Brazilian comics (known in Brazilian Portuguese as HQs, gibis, revistinhas, historietas, quadrinhos or tirinhas) started in the 19th century, adopting a satirical style known as cartoon, charges or caricature that would later be cemented in the popular comic strips. The publication of magazines dedicated exclusively to comics, in Brazil, started at the beginning of the 20th century. Brazilian artists have worked with both styles. In the case of American comics some have achieved international fame, like Roger Cruz with X-Men and Mike Deodato with Thor, Wonder Woman and others.

History

Precursors and initial steps (1837–1895) 

Brazilian comics have a long history, that goes back to the 19th century. As a charge, the first drawing was circulated in 1837, sold in separate like a lithography, by Manuel de Araújo Porto-alegre. This author would latter create a magazine of political humor in 1844.

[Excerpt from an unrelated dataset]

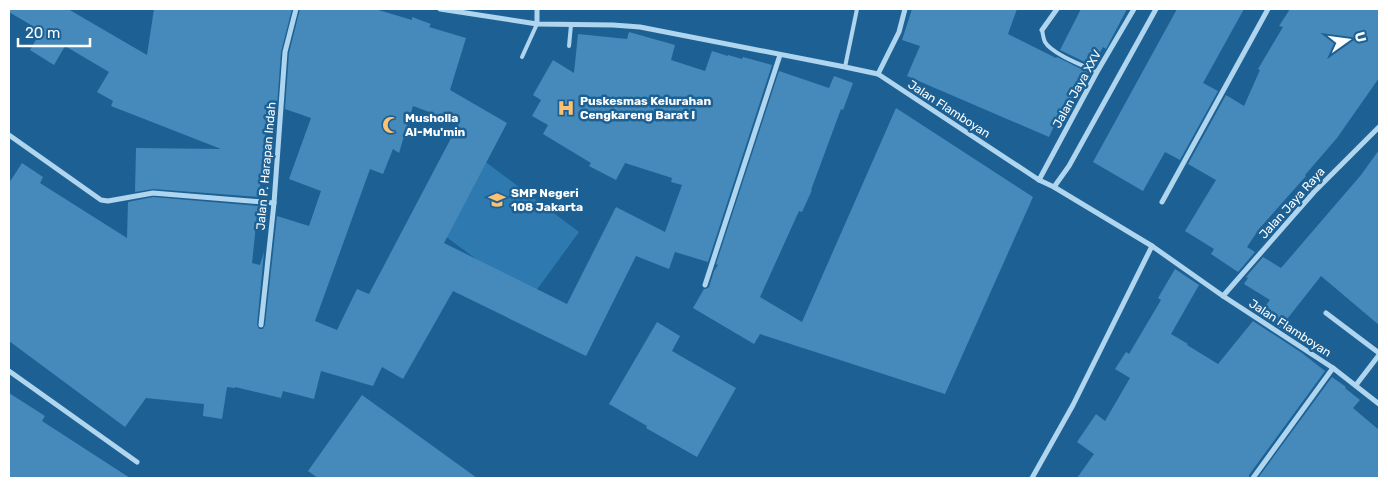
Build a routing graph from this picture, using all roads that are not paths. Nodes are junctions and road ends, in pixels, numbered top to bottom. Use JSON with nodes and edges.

In the late of the 1860s, Angelo Agostini continued the tradition of introducing the Brazilian journalistic and popular publications, drawings with themes of political and social satire. Between his most popular characters, drawn as protagonists of stories in comics, were Nho Quim (1869) and Zé Caipora (1883). Agostini published in magazines like Vida Fluminense, O Malho, and Don Quixote.

O Tico-Tico 
Released on October 11, 1905, the magazine O Tico-Tico is considered the first comic book in the country. Designed by the cartoonist Renato de Castro, the project was presented to Luís Bartolomeu de Souza e Silva, the owner of the magazine O Malho (where Angelo Agostini worked after the cancellation of Don Quixote). After being approved, the magazine was attended by Angelo Agostini, who created the logo and some stories. The format was inspired by the French children's magazine La Semaine de Suzette, which had some of its characters adapted to a Brazilian version. The magazine had the collaboration of renowned artists such as J. Carlos (responsible for the graphic changes in 1922), Max Yantok, and Alfredo Storni.

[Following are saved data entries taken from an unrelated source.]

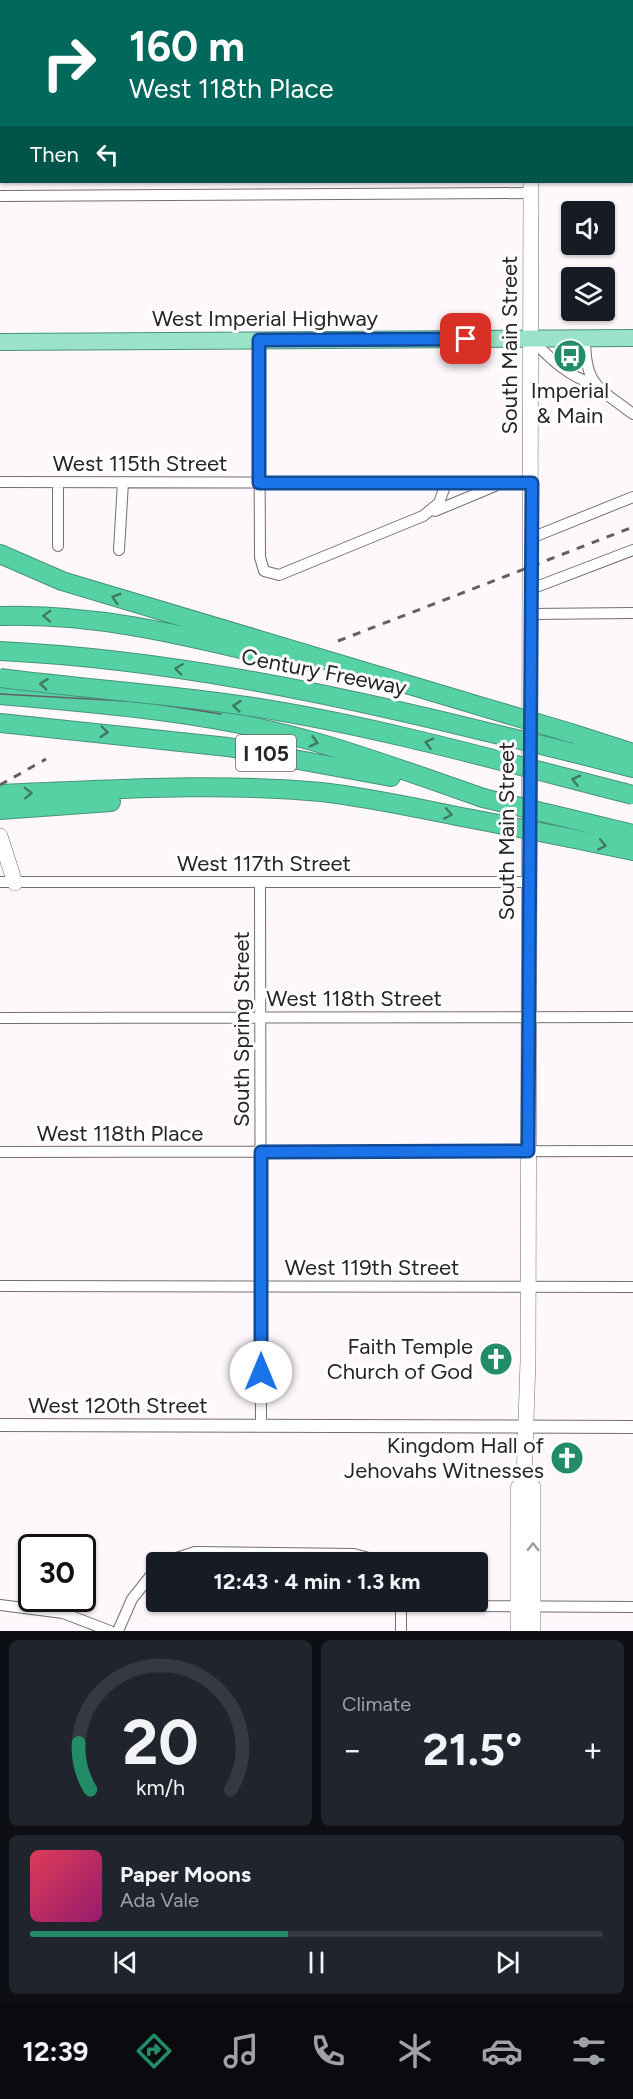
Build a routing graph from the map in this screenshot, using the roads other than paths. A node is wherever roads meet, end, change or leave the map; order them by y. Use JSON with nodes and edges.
{"nodes":[{"id":1,"x":531,"y":187,"type":"edge"},
{"id":2,"x":0,"y":196,"type":"edge"},
{"id":3,"x":585,"y":338,"type":"junction"},
{"id":4,"x":633,"y":338,"type":"edge"},
{"id":5,"x":531,"y":339,"type":"junction"},
{"id":6,"x":259,"y":340,"type":"junction"},
{"id":7,"x":0,"y":342,"type":"edge"},
{"id":8,"x":595,"y":384,"type":"junction"},
{"id":9,"x":633,"y":414,"type":"edge"},
{"id":10,"x":0,"y":482,"type":"edge"},
{"id":11,"x":58,"y":482,"type":"junction"},
{"id":12,"x":123,"y":482,"type":"junction"},
{"id":13,"x":259,"y":483,"type":"junction"},
{"id":14,"x":446,"y":483,"type":"junction"},
{"id":15,"x":502,"y":483,"type":"junction"},
{"id":16,"x":532,"y":483,"type":"junction"},
{"id":17,"x":633,"y":497,"type":"edge"},
{"id":18,"x":423,"y":516,"type":"junction"},
{"id":19,"x":531,"y":538,"type":"junction"},
{"id":20,"x":57,"y":546,"type":"dead end"},
{"id":21,"x":119,"y":550,"type":"dead end"},
{"id":22,"x":633,"y":550,"type":"edge"},
{"id":23,"x":0,"y":554,"type":"edge"},
{"id":24,"x":531,"y":588,"type":"junction"},
{"id":25,"x":633,"y":613,"type":"edge"},
{"id":26,"x":531,"y":614,"type":"junction"},
{"id":27,"x":0,"y":616,"type":"edge"},
{"id":28,"x":170,"y":622,"type":"junction"},
{"id":29,"x":0,"y":651,"type":"edge"},
{"id":30,"x":0,"y":678,"type":"edge"},
{"id":31,"x":0,"y":695,"type":"edge"},
{"id":32,"x":0,"y":723,"type":"edge"},
{"id":33,"x":633,"y":753,"type":"edge"},
{"id":34,"x":633,"y":768,"type":"edge"},
{"id":35,"x":0,"y":794,"type":"edge"},
{"id":36,"x":633,"y":795,"type":"edge"},
{"id":37,"x":483,"y":798,"type":"junction"},
{"id":38,"x":52,"y":799,"type":"junction"},
{"id":39,"x":0,"y":810,"type":"edge"},
{"id":40,"x":633,"y":834,"type":"edge"},
{"id":41,"x":0,"y":836,"type":"edge"},
{"id":42,"x":633,"y":851,"type":"edge"},
{"id":43,"x":528,"y":882,"type":"junction"},
{"id":44,"x":8,"y":883,"type":"edge"},
{"id":45,"x":260,"y":884,"type":"junction"},
{"id":46,"x":259,"y":1017,"type":"junction"},
{"id":47,"x":528,"y":1017,"type":"junction"},
{"id":48,"x":633,"y":1017,"type":"edge"},
{"id":49,"x":0,"y":1018,"type":"edge"},
{"id":50,"x":528,"y":1151,"type":"junction"},
{"id":51,"x":633,"y":1151,"type":"edge"},
{"id":52,"x":0,"y":1152,"type":"edge"},
{"id":53,"x":261,"y":1152,"type":"junction"},
{"id":54,"x":0,"y":1286,"type":"edge"},
{"id":55,"x":261,"y":1287,"type":"junction"},
{"id":56,"x":528,"y":1287,"type":"junction"},
{"id":57,"x":633,"y":1287,"type":"edge"},
{"id":58,"x":0,"y":1425,"type":"edge"},
{"id":59,"x":525,"y":1425,"type":"junction"},
{"id":60,"x":261,"y":1426,"type":"junction"},
{"id":61,"x":633,"y":1427,"type":"edge"},
{"id":62,"x":146,"y":1582,"type":"edge"},
{"id":63,"x":0,"y":1605,"type":"edge"},
{"id":64,"x":488,"y":1606,"type":"edge"},
{"id":65,"x":526,"y":1606,"type":"junction"},
{"id":66,"x":633,"y":1607,"type":"edge"},
{"id":67,"x":401,"y":1612,"type":"edge"},
{"id":68,"x":110,"y":1631,"type":"edge"},
{"id":69,"x":118,"y":1631,"type":"edge"},
{"id":70,"x":401,"y":1631,"type":"edge"},
{"id":71,"x":518,"y":1631,"type":"edge"},
{"id":72,"x":533,"y":1631,"type":"edge"}],
"edges":[{"from":1,"to":2,"type":"street"},
{"from":1,"to":5,"type":"main road","name":"South Main Street"},
{"from":3,"to":4,"type":"main road","name":"West Imperial Highway"},
{"from":3,"to":5,"type":"main road","name":"West Imperial Highway"},
{"from":3,"to":8,"type":"street"},
{"from":5,"to":6,"type":"main road","name":"West Imperial Highway"},
{"from":5,"to":8,"type":"street"},
{"from":5,"to":16,"type":"main road","name":"South Main Street"},
{"from":6,"to":7,"type":"main road","name":"West Imperial Highway"},
{"from":6,"to":13,"type":"street"},
{"from":8,"to":9,"type":"street"},
{"from":10,"to":11,"type":"street","name":"West 115th Street"},
{"from":11,"to":12,"type":"street","name":"West 115th Street"},
{"from":11,"to":20,"type":"street"},
{"from":12,"to":13,"type":"street","name":"West 115th Street"},
{"from":12,"to":21,"type":"street"},
{"from":13,"to":14,"type":"street","name":"West 115th Street"},
{"from":13,"to":18,"type":"street"},
{"from":14,"to":15,"type":"street","name":"West 115th Street"},
{"from":14,"to":18,"type":"street"},
{"from":15,"to":16,"type":"street","name":"West 115th Street"},
{"from":15,"to":18,"type":"street"},
{"from":16,"to":19,"type":"main road","name":"South Main Street"},
{"from":17,"to":19,"type":"street"},
{"from":19,"to":24,"type":"main road","name":"South Main Street"},
{"from":22,"to":24,"type":"street"},
{"from":28,"to":23,"type":"highway","one_way":true},
{"from":24,"to":26,"type":"main road","name":"South Main Street"},
{"from":25,"to":26,"type":"street"},
{"from":26,"to":43,"type":"main road","name":"South Main Street"},
{"from":28,"to":27,"type":"highway","one_way":true},
{"from":28,"to":33,"type":"highway","bridge":true},
{"from":34,"to":29,"type":"highway","name":"Century Freeway","one_way":true,"bridge":true},
{"from":36,"to":30,"type":"highway","one_way":true,"bridge":true},
{"from":31,"to":37,"type":"highway","one_way":true},
{"from":32,"to":37,"type":"highway","number":"I 105","one_way":true},
{"from":35,"to":38,"type":"highway","one_way":true},
{"from":37,"to":40,"type":"highway","number":"I 105","bridge":true},
{"from":38,"to":39,"type":"highway"},
{"from":38,"to":42,"type":"highway","one_way":true,"bridge":true},
{"from":41,"to":44,"type":"main road"},
{"from":43,"to":45,"type":"street","name":"West 117th Street"},
{"from":43,"to":47,"type":"main road","name":"South Main Street"},
{"from":44,"to":45,"type":"street","name":"West 117th Street"},
{"from":45,"to":46,"type":"street","name":"South Spring Street"},
{"from":46,"to":47,"type":"street","name":"West 118th Street"},
{"from":46,"to":49,"type":"street","name":"West 118th Street"},
{"from":46,"to":53,"type":"street","name":"South Spring Street"},
{"from":47,"to":48,"type":"street","name":"West 118th Street"},
{"from":47,"to":50,"type":"main road","name":"South Main Street"},
{"from":50,"to":51,"type":"street","name":"West 118th Place"},
{"from":50,"to":53,"type":"street","name":"West 118th Place"},
{"from":50,"to":56,"type":"main road","name":"South Main Street"},
{"from":52,"to":53,"type":"street","name":"West 118th Place"},
{"from":53,"to":55,"type":"street","name":"South Spring Street"},
{"from":54,"to":55,"type":"street","name":"West 119th Street"},
{"from":55,"to":56,"type":"street","name":"West 119th Street"},
{"from":55,"to":60,"type":"street","name":"South Spring Street"},
{"from":56,"to":57,"type":"street","name":"West 119th Street"},
{"from":56,"to":59,"type":"main road","name":"South Main Street"},
{"from":58,"to":60,"type":"street","name":"West 120th Street"},
{"from":59,"to":60,"type":"street","name":"West 120th Street"},
{"from":59,"to":61,"type":"street","name":"West 120th Street"},
{"from":59,"to":65,"type":"main road","name":"South Main Street"},
{"from":62,"to":69,"type":"street"},
{"from":63,"to":68,"type":"street"},
{"from":64,"to":65,"type":"street"},
{"from":65,"to":66,"type":"street"},
{"from":65,"to":71,"type":"main road","name":"South Main Street"},
{"from":65,"to":72,"type":"main road","name":"South Main Street"},
{"from":67,"to":70,"type":"street"}]}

The most successful character in the magazine was Chiquinho (published between 1905 and 1958), considered for many years an original Brazilian creation (however, in recent publications the character has been accused of being a rip-off of the American character Buster Brown). Other characters who starred in the magazine were Reco-Reco, Bolão e Azeitona by Luiz Sá, Lamparina by J. Carlos, Kaximbown by Max Yantok, Max Muller by A. Rocha, and others.

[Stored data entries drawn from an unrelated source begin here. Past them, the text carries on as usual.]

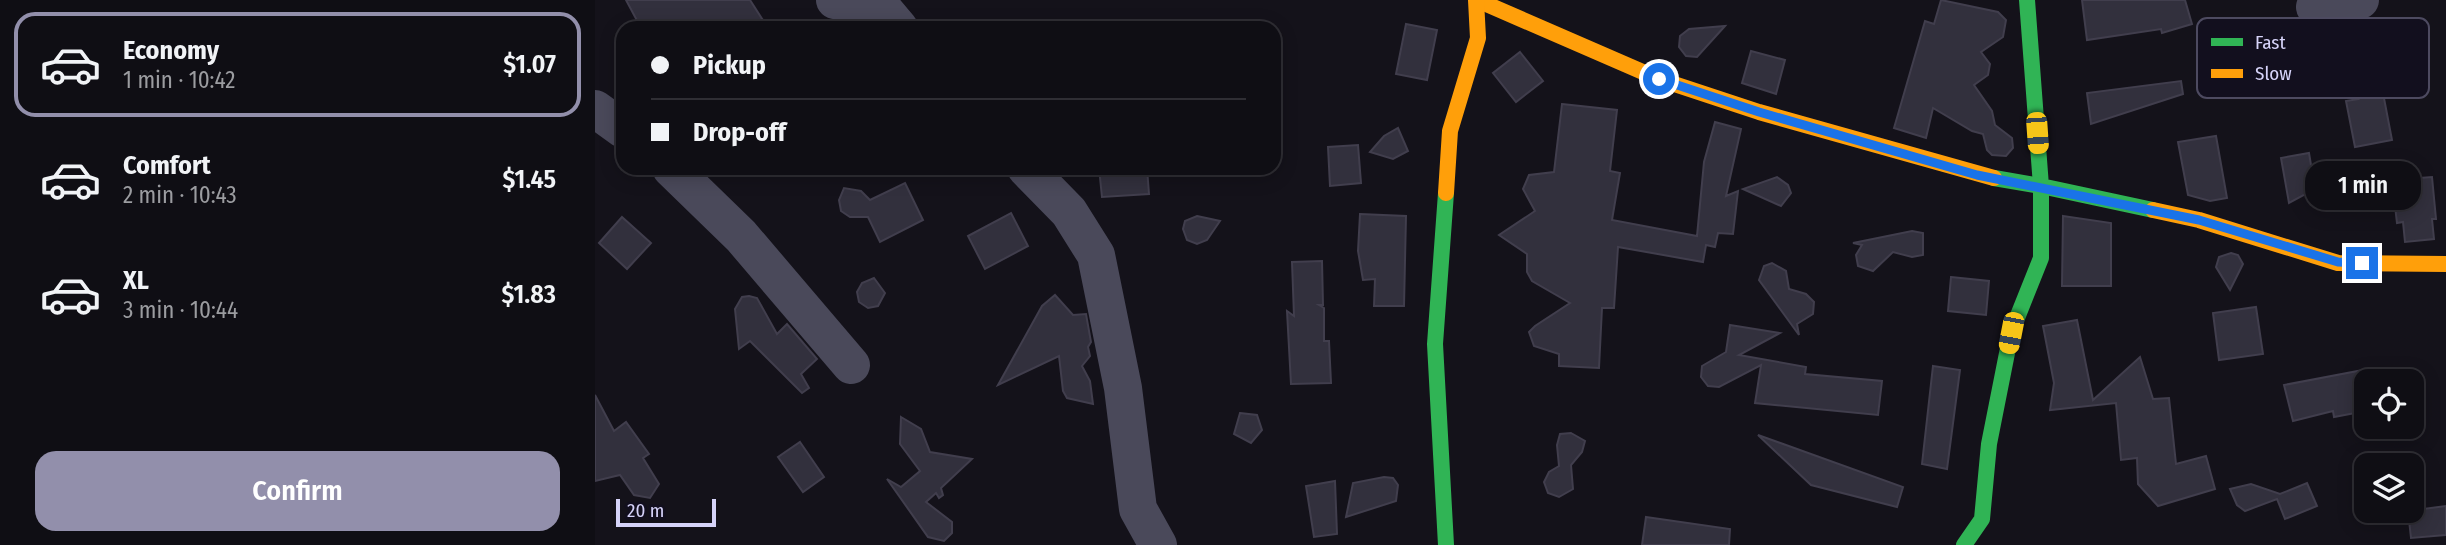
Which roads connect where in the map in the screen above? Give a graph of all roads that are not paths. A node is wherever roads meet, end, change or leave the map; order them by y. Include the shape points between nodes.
1 (835, 0) edge
2 (1477, 0) edge
3 (2027, 0) edge
4 (2360, 0) edge
5 (2315, 7) dead end
6 (893, 21) edge
7 (595, 109) edge
8 (616, 124) edge
9 (678, 175) edge
10 (1033, 175) edge
11 (2041, 186) junction
12 (2446, 264) edge
13 (851, 365) dead end
14 (1158, 545) edge
15 (1446, 545) edge
16 (1964, 545) edge

1 - 6 street via 883,9
2 - 11 street via 1659,79 1759,112 1977,175
2 - 15 street via 1478,38 1450,131 1435,344
3 - 11 street
4 - 5 street
7 - 8 street
9 - 13 street via 741,236
10 - 14 street via 1069,212 1096,255 1123,388 1138,509
11 - 12 street via 2199,220 2338,262
11 - 16 street via 2041,258 2011,333 1989,444 1982,519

In the 1930s, some American strips and characters, such as Mickey Mouse, Krazy Kat, and Felix the Cat, were published in the magazine. J. Carlos was the first Brazilian artist to draw characters from the Walt Disney Company in the pages of Tico-Tico.

The magazine lost popularity in the 1930s when new comic books and newspaper comic strips were released in Brazil. The magazine ended in 1957, with some republications until 1977.

Supplements and the creation of the Publishers 
In September 1929, the newspaper A Gazeta creates a comic supplement in tabloid format, based on the Sunday supplements of the American comics; in the following month, Casa Editorial Vecchi (an Italian origin publisher) published the magazine: Mundo Infantil, but the success of the supplements was given in 1934 with the creation of the magazine Suplemento Infantil (later renamed as Suplemento Juvenil) by Adolfo Aizen. Aizen was known to work in the newspaper O Globo, and also in magazines O Malho and O Tico-Tico. His project was loosely inspired by American comics, he formed partnerships to publish the stories with characters like Flash Gordon, Mandrake the Magician, Donald Duck, Popeye, along original characters created by Brazilian artists as As Aventuras de Roberto Sorocaba.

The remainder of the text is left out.